After passing through an unlit industrial kitchen and descending a flight of sawdust-covered stairs, the boys arrived in a cold windowless basement where two tables with wooden dowels, yellow glue, black metal clamps and unadorned sheets of wood — everything necessary for building a casket — had been prepared. Moments after the 12 teenagers divided themselves between the two workstations in Shaare Torah Congregation’s unfinished basement, construction began. Mallets and instructions were distributed.
Strike the dowels with vigor, cautioned Rabbi Daniel Wasserman.
None of the 250 caskets built by Gesher HaChaim Jewish Burial Society had ever ruptured, but Wasserman had seen others whose faulty construction yielded horrific effects.

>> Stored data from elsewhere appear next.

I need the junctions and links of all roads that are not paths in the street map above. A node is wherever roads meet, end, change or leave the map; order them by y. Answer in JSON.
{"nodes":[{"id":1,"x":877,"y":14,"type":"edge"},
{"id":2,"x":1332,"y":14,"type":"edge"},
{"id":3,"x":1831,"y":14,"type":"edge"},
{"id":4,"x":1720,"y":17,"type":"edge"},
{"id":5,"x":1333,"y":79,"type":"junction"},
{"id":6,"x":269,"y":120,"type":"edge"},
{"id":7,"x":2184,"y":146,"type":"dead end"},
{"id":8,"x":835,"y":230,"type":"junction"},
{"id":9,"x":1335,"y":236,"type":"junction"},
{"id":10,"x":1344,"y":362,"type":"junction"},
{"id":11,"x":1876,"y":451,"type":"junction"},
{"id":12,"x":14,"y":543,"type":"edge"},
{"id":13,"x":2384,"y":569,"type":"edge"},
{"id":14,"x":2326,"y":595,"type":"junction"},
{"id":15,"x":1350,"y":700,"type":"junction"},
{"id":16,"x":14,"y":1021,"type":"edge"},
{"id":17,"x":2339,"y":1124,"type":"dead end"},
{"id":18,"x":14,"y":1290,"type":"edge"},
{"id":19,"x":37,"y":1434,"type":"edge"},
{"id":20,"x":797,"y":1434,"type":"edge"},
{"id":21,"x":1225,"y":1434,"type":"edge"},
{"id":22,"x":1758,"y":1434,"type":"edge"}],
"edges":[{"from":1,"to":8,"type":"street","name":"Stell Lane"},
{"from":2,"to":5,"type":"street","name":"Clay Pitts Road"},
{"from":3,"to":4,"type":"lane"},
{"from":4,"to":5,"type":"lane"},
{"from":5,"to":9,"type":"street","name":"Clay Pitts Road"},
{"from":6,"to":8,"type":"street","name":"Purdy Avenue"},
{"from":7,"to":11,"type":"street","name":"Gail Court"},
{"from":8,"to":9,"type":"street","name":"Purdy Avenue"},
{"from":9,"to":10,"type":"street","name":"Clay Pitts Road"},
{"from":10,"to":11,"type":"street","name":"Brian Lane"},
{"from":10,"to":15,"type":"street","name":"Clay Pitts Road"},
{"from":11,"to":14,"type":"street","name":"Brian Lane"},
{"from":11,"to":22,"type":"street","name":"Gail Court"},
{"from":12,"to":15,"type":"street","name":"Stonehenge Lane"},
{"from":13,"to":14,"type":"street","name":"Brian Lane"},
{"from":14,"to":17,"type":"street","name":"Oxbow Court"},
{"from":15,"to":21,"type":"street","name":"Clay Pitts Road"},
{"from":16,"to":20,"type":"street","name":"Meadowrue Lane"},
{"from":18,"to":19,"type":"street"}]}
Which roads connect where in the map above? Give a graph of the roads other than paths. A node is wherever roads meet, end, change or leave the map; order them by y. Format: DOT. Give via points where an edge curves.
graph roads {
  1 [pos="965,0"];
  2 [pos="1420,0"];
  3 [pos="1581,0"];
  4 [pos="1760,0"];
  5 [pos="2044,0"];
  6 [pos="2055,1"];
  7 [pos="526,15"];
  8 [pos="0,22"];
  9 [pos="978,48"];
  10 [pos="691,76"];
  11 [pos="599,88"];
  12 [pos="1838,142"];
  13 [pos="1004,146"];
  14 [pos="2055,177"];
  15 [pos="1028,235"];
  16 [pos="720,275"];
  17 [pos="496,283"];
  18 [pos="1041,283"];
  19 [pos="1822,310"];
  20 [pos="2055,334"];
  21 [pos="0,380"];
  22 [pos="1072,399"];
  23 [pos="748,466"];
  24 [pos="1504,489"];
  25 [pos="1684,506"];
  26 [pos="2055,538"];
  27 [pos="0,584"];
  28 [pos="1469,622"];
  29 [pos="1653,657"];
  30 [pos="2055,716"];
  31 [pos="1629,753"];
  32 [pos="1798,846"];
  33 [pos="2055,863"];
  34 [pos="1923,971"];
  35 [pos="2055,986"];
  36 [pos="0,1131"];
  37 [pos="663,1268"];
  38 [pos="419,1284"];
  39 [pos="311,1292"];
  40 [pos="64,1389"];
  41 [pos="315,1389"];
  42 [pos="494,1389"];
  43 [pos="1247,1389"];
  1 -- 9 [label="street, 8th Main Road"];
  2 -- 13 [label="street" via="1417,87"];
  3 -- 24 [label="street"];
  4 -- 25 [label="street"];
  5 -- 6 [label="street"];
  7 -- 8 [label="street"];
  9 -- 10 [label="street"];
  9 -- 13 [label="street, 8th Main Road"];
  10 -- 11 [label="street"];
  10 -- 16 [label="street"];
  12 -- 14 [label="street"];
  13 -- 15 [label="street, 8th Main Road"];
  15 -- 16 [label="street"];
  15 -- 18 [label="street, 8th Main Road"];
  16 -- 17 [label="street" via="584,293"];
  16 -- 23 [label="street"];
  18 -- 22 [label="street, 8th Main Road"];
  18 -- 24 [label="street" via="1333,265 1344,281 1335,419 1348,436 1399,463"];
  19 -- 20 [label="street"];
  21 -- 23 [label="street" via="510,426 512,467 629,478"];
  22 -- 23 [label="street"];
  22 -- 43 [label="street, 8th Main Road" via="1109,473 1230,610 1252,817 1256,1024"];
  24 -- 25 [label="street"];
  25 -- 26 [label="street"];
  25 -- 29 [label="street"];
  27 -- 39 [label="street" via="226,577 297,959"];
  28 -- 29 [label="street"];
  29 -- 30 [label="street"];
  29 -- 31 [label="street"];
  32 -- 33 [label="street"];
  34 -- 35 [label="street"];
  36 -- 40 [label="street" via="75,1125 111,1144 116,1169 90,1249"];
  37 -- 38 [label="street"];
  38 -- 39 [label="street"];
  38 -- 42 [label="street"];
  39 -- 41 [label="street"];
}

As the students oriented themselves to the tools — none of the teenagers had constructed a casket before — Wasserman interspersed directions with storytelling. Members of the Jewish burial society had assembled caskets for nearly eight years, but two boxes were worth mentioning:
In 2013, Yaakov Posin, then a student at Hillel Academy of Pittsburgh, was among those who participated in an after-school woodshop club run by Jason Small, a Squirrel Hill resident and Shaare Torah congregant. Small helped the students weld pipes to create a menorah and use wood to make a kitchen knife block. When it came time for the final project, Small invited Wasserman, who encouraged the students to apply their skills to casket making. The students agreed.
It was impossible to foresee whose body would ultimately occupy the container, but shortly after completion, Wasserman received a call. T.J. Posin, a Wheeling, West Virginia, resident, had died. Wasserman took the student-made chest, traveled across state lines, retrieved the body and performed the pertinent rituals. During the burial, which he co-officiated with the then local rabbi, Beth Jacowitz Chottiner, Wasserman noted that Posin’s casket was built by a volunteer teenage corps — whose members included Posin’s grandson.
The first responsibility of burying the dead rests with the family, then the community. That’s the way it was done for thousands of years, Wasserman said at the time.
The second casket tale involved Louis Zelkowitz, a Pittsburgh-based driver.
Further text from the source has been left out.